** Exercise objective **
Write out each entry below exactly; the images do not belong in your copy.

Entries taken from a collection:
# # # # # # #

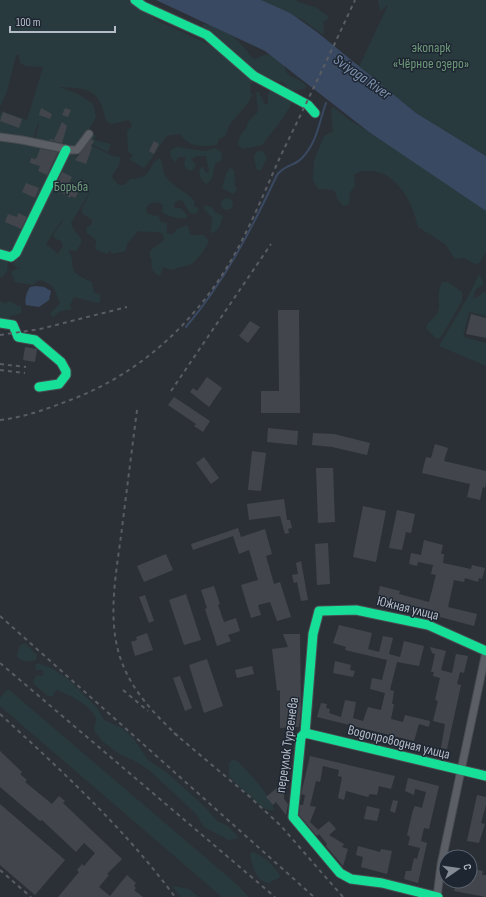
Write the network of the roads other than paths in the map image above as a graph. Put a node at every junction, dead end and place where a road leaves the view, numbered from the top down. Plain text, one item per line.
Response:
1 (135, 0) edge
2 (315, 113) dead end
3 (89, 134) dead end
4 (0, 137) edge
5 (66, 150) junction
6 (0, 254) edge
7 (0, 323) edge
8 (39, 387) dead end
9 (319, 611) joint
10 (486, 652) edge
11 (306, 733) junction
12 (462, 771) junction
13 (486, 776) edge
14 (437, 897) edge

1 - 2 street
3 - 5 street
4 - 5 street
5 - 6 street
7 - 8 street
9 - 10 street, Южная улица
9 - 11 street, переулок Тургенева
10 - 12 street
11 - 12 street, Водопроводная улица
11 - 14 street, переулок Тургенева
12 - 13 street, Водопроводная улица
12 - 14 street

# # # # # # #

** Reply to the exercise **
Write the network of the roads other than paths in the map image above as a graph. Put a node at every junction, dead end and place where a road leaves the view, numbered from the top down. Plain text, one item per line.
Response:
1 (135, 0) edge
2 (315, 113) dead end
3 (89, 134) dead end
4 (0, 137) edge
5 (66, 150) junction
6 (0, 254) edge
7 (0, 323) edge
8 (39, 387) dead end
9 (319, 611) joint
10 (486, 652) edge
11 (306, 733) junction
12 (462, 771) junction
13 (486, 776) edge
14 (437, 897) edge

1 - 2 street
3 - 5 street
4 - 5 street
5 - 6 street
7 - 8 street
9 - 10 street, Южная улица
9 - 11 street, переулок Тургенева
10 - 12 street
11 - 12 street, Водопроводная улица
11 - 14 street, переулок Тургенева
12 - 13 street, Водопроводная улица
12 - 14 street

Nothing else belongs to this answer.